何回、投げ出されたことだろう。それでなくともヴェノムヴァンデモンとの闘いのあとすぐこちらへきたのだ。身体はもうくたくたになっていた。固い地面に放り出された子供たちは、体をさすりながら起き上がり、辺りを見回す。
 森の中でもない、霧の中でもない、暗闇の中でもない、サーバ大陸で見たような、コロッセオだった。


「ッ…イヴ、モン…嫌な予感がするの…とても…とても…」
「栞…」


 先ほどまではまだ気丈に保てていた栞の体が、音を立て、震えている。

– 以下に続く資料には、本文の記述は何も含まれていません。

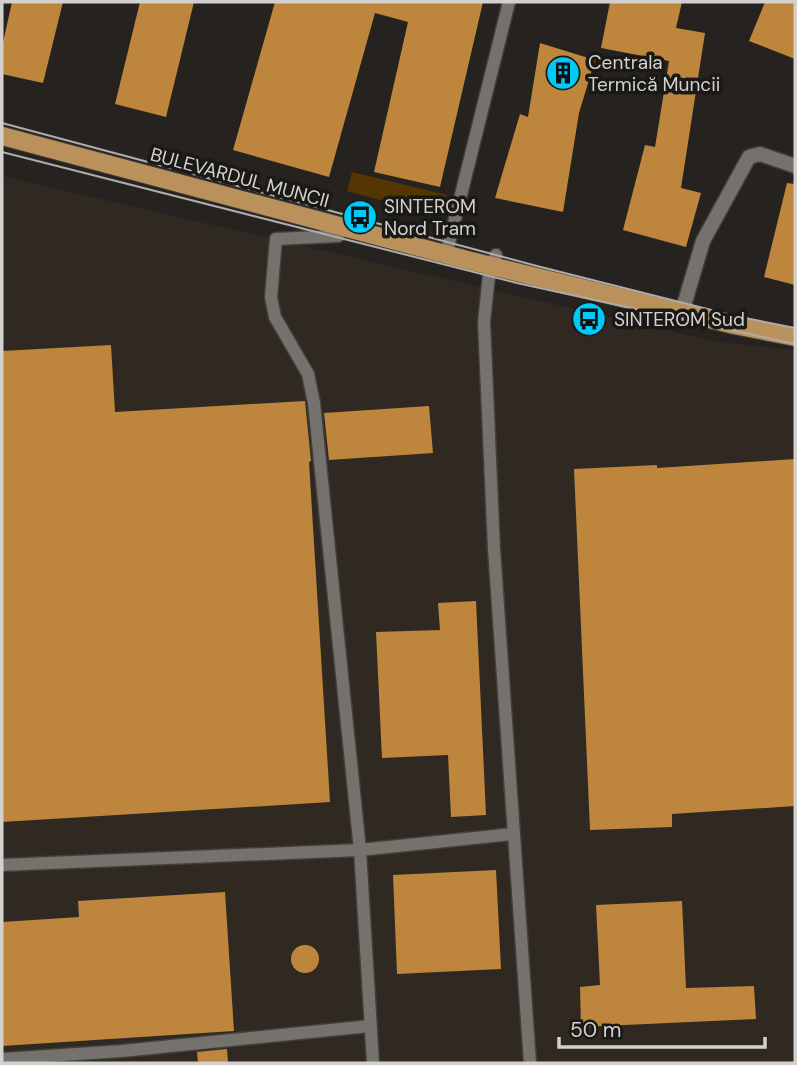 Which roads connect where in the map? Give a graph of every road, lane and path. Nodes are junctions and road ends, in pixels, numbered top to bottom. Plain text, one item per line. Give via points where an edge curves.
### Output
1 (509, 2) edge
2 (2, 136) edge
3 (795, 166) edge
4 (339, 225) junction
5 (446, 254) junction
6 (494, 261) junction
7 (682, 312) junction
8 (795, 337) edge
9 (513, 834) junction
10 (360, 850) junction
11 (2, 865) edge
12 (370, 1026) junction
13 (2, 1059) edge
14 (373, 1063) edge
15 (530, 1063) edge

1 - 5 lane
2 - 4 main road, BULEVARDUL MUNCII
3 - 7 street via 760,154 749,157 703,240
4 - 5 main road, BULEVARDUL MUNCII
4 - 10 lane via 338,236 276,239 271,297 275,317 308,374 314,403
5 - 6 main road, BULEVARDUL MUNCII
6 - 7 main road, BULEVARDUL MUNCII
6 - 9 lane via 484,322
7 - 8 main road, BULEVARDUL MUNCII
9 - 10 lane
9 - 15 lane
10 - 11 lane
10 - 12 lane
12 - 13 lane
12 - 14 lane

大丈夫だなんて、そんな言葉は気休めにすらならない。彼女は恐らく感じ取っている。これまで以上の、悪夢の存在に。
 イヴモンが声をかけようとしたその時、陽気な声が耳に届いた。


「良い子のみんな。今日はとっても面白い話を聞かせてあげよう!」


 柱の陰から現れたのは、ボールの上に乗った、なんてことない、どこにでもいるような恰好の道化師だった。
 呆気にとられる子供たちはさておいて、そのピエロは懐から紙芝居を取り出し、彼らに披露した。クレヨンで描かれた、まるで子供が描いたようなイラスト。しかしそこに描かれているのは紛れもなく、彼ら八人の子供、八匹のデジモンだった。


「昔々、とあるところに八人の選ばれし子供と八匹のデジモンがいました」


 そして一枚、ページをめくると、そこには長くなびく黒い髪を持った女性、そして黒い塊のようなものがいた。


「八人と八匹は守人の力を使って、愚かにもスパイラルマウンテンに登ろうとしました。そしてダークマスターズにやられてしまい、守人はそのダークマスターズに力をとられ、乗っ取られてしまいました。――おしまい」
「何それ!全然面白くないよ!!」


 地面に散らばった紙芝居をにらみつけて、タケルはピエロの食って掛かろうとしたが。


「タケルくん、ダメ…!!」


 震える体を抑え、栞はタケルの身体を抑える。
 ―先ほどまで体を支配していたのは恐怖ではなかった。もしかしたら憎悪の感情が強かったかもしれない。だがこのデジモンには、やはり憎悪よりも、恐怖が先行される。なぜだろう。先ほどのデジモンたちだって同じく恐怖されるべき対象であるのに、どうしてこのデジモンだけがこんなにも恐ろしく思えるのだろう。